- About this exercise
Nothing but a number should be written: the count of lines below that contain "nodes".

Data provided Block Start

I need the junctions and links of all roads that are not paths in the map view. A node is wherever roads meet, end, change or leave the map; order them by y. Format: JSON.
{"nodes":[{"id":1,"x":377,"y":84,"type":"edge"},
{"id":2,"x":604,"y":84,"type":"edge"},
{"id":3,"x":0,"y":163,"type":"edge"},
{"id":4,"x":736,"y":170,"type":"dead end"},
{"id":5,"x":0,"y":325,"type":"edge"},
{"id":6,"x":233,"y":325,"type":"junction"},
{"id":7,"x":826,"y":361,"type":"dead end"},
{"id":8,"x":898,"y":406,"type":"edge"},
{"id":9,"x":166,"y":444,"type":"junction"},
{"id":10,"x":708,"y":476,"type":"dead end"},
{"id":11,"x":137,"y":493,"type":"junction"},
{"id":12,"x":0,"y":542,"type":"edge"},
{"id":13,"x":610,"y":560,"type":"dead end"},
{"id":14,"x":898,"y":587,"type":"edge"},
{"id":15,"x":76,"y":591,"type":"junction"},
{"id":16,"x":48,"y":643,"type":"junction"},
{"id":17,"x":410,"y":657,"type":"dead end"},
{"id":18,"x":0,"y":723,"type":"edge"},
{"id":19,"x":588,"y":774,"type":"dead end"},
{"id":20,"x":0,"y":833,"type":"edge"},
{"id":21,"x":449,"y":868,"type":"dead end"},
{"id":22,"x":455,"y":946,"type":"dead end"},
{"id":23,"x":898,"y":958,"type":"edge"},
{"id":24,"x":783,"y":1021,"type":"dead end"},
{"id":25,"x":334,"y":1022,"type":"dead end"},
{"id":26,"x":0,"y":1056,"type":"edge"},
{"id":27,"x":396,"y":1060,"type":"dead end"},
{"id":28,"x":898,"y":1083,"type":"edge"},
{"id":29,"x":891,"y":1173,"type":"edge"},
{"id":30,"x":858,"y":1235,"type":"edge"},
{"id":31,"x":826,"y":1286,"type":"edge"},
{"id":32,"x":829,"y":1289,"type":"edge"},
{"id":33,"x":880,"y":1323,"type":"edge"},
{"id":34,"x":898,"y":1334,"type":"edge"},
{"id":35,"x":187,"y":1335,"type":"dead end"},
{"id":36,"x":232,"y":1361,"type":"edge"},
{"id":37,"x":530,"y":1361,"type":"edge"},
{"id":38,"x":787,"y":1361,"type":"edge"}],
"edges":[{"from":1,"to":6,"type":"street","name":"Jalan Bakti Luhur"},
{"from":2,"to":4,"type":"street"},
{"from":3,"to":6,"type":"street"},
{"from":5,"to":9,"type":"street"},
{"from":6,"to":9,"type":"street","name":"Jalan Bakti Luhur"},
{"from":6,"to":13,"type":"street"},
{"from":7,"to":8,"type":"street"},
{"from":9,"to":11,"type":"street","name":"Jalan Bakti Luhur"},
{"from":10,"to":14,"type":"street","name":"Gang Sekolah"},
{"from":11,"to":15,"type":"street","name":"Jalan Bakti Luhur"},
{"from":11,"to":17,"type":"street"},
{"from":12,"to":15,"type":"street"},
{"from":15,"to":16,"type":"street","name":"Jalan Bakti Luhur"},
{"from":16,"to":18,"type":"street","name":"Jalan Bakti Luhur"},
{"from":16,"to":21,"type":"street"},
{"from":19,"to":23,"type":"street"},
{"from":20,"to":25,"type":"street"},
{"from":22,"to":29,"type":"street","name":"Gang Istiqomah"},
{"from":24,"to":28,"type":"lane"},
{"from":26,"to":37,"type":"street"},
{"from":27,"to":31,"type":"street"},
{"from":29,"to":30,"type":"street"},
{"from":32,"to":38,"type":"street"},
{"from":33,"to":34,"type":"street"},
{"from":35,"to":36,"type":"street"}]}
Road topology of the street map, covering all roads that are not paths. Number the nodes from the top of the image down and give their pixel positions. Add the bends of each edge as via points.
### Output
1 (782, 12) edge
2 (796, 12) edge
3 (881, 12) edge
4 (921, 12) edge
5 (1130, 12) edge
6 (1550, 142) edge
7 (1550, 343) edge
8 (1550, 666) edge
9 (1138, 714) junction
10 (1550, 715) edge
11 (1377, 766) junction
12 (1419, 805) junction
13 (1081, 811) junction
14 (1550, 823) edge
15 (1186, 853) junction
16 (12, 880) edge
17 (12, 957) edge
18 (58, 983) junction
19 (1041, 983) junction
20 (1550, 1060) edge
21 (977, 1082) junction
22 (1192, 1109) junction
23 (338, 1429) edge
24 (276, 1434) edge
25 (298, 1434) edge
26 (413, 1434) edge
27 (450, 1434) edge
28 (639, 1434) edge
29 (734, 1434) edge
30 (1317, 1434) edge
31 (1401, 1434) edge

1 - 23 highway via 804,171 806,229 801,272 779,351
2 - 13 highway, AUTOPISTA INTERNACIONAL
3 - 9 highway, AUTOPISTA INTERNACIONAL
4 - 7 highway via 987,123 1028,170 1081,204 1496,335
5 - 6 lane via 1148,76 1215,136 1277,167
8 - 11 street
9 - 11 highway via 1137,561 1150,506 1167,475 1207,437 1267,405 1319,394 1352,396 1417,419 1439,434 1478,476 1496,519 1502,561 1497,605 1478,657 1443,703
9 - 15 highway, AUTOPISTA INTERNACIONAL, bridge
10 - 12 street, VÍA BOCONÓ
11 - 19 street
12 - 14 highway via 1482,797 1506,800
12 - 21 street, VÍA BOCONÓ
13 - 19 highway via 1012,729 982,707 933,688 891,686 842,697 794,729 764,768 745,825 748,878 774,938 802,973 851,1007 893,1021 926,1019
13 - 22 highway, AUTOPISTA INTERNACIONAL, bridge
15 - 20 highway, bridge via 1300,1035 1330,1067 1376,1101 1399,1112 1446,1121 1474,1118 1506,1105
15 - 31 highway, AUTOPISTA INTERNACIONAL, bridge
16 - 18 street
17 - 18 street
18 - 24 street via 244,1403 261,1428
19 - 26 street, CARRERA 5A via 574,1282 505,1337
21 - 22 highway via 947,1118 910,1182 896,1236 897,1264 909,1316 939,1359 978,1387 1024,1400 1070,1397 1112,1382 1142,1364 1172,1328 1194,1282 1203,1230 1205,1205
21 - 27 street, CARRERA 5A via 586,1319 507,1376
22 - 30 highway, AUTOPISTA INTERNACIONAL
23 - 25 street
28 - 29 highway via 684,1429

Data provided Block End

- Solved problem
2